In a post today on http://wewantorganicfood.com/
author, Lynn Cameron says, “If there could be a master key to safe raw milk, I think it would be contented cows.” The author contends that today, some raw milk is unsafe because some cows spend their days indoors, “living on field corn and soybeans to the degradation of their milk and the degeneration of the nation’s health.” I guess this is something akin to the cubicle complex.
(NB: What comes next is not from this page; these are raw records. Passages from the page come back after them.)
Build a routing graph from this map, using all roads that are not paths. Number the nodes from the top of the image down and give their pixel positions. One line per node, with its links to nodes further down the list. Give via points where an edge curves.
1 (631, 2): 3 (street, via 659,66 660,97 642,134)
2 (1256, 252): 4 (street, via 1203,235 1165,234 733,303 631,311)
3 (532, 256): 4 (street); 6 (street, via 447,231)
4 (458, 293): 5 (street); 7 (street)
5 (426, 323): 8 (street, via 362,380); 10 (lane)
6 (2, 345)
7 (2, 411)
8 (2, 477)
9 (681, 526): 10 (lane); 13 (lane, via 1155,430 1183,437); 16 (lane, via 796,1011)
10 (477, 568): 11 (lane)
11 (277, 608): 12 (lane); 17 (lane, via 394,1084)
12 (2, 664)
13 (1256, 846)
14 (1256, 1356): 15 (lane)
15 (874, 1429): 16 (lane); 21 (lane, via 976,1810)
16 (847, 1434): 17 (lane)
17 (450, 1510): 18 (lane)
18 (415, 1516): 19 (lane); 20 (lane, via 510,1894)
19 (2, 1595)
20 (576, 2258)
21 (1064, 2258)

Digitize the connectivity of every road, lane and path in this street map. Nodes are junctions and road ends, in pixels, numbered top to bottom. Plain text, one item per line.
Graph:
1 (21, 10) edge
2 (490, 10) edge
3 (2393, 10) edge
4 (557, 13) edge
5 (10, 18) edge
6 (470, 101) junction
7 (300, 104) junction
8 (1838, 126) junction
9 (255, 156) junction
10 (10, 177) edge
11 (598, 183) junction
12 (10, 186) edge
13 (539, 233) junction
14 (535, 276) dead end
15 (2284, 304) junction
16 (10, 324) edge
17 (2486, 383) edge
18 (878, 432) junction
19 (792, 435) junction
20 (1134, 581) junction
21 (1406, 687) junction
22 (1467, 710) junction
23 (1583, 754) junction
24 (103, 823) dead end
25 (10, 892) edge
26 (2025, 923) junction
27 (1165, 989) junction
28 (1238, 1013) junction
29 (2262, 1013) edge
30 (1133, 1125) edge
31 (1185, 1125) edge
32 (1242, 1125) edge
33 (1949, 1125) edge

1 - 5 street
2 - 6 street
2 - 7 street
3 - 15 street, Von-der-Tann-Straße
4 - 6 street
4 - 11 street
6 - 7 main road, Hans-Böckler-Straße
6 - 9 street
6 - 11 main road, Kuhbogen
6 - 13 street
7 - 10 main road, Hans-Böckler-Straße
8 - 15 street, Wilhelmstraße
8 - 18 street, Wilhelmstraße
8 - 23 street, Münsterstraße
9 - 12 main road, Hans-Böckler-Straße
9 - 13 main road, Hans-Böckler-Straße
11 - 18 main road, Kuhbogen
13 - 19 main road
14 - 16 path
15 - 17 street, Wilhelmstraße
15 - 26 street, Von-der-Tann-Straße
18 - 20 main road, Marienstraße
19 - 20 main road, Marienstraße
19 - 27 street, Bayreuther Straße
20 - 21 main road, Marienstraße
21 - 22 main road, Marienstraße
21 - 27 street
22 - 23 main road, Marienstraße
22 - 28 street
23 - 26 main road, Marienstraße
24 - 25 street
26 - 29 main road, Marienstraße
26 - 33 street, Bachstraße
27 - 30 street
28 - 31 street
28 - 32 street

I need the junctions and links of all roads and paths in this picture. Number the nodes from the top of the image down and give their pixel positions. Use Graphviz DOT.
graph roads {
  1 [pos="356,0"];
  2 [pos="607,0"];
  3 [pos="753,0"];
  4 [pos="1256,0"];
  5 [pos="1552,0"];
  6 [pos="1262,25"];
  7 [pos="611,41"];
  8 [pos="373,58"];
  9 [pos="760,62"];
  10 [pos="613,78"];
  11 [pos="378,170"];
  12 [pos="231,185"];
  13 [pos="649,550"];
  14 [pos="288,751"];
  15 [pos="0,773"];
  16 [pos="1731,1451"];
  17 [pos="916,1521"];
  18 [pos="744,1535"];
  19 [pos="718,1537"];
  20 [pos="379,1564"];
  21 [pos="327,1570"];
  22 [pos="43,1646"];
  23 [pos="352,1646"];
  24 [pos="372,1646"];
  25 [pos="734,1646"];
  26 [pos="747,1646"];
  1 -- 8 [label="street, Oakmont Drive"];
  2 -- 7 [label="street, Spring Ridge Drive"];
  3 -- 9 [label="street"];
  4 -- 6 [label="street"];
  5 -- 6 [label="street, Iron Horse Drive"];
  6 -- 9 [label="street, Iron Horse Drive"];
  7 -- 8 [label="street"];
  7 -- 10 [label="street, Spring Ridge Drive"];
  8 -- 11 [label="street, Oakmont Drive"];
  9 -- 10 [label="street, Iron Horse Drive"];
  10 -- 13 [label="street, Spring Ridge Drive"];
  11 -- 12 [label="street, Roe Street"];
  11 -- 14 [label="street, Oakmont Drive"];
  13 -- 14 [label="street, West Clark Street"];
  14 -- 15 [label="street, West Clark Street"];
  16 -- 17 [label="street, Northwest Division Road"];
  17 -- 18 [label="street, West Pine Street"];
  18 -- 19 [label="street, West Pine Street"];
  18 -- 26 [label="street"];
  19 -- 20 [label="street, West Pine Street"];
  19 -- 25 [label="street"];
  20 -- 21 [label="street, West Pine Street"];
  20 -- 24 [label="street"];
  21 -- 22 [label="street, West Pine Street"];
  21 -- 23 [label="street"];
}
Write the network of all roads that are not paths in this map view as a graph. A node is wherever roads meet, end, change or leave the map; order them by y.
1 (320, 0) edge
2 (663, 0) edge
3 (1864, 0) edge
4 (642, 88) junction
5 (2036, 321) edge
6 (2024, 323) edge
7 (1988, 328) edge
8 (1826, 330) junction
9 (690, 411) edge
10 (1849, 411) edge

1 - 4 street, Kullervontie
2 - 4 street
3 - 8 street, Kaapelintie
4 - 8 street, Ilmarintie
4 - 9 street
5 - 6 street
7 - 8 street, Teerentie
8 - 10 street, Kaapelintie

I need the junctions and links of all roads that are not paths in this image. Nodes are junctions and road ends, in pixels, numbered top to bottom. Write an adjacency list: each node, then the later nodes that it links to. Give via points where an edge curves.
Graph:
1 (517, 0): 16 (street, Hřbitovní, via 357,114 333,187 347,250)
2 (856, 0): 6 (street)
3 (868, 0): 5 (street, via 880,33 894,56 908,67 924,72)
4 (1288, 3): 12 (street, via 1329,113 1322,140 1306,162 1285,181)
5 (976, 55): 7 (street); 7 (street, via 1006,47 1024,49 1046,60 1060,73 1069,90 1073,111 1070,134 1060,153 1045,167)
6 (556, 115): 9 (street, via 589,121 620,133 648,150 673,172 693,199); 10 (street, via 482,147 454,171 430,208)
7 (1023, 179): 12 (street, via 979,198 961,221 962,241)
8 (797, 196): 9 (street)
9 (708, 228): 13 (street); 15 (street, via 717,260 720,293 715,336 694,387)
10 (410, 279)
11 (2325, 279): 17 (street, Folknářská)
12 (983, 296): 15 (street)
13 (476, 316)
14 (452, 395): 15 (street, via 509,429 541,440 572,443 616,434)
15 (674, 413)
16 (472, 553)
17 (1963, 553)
Call me a skeptic, but I really need some science to back up this happy feeling. It’s nice to think that happy cows frolicking on the hill cannot produce anything bad. The author of the article rightfully makes a call to our nostalgia – to a happier time before farming was industrialized. Nostalgia is nice, but it does not make food safer. While Cameron says, “It’s not complicated science to understand that quality of life as well as diet affects cows’ milk quality,” her inability to produce that uncomplicated science leaves me completely unconvinced. This kind of thinking, that cows “raised entirely outdoors on green grass and/or hay, their milk is proven time and again greatly reduced in pathogens (bad bacteria),” has really not been proven as explained by David Renter in September 2006. “Cattle raised on diets of ‘grass, hay and other fibrous forage’ do contain E. coli O157:H7 bacteria in their feces as do other animals including deer, sheep, goats, bison, opossum, raccoons, birds, and many others.”
I’m completely in favor of good conditions and happy cows – who wouldn’t be? But even in the best conditions, microbiological contamination can happen – just as it happens in very happy homes with very content cooks. “Confinement cows” or “happy cows,” the only scientifically proven measure to reduce the risk of dangerous pathogens in milk is pasteurization.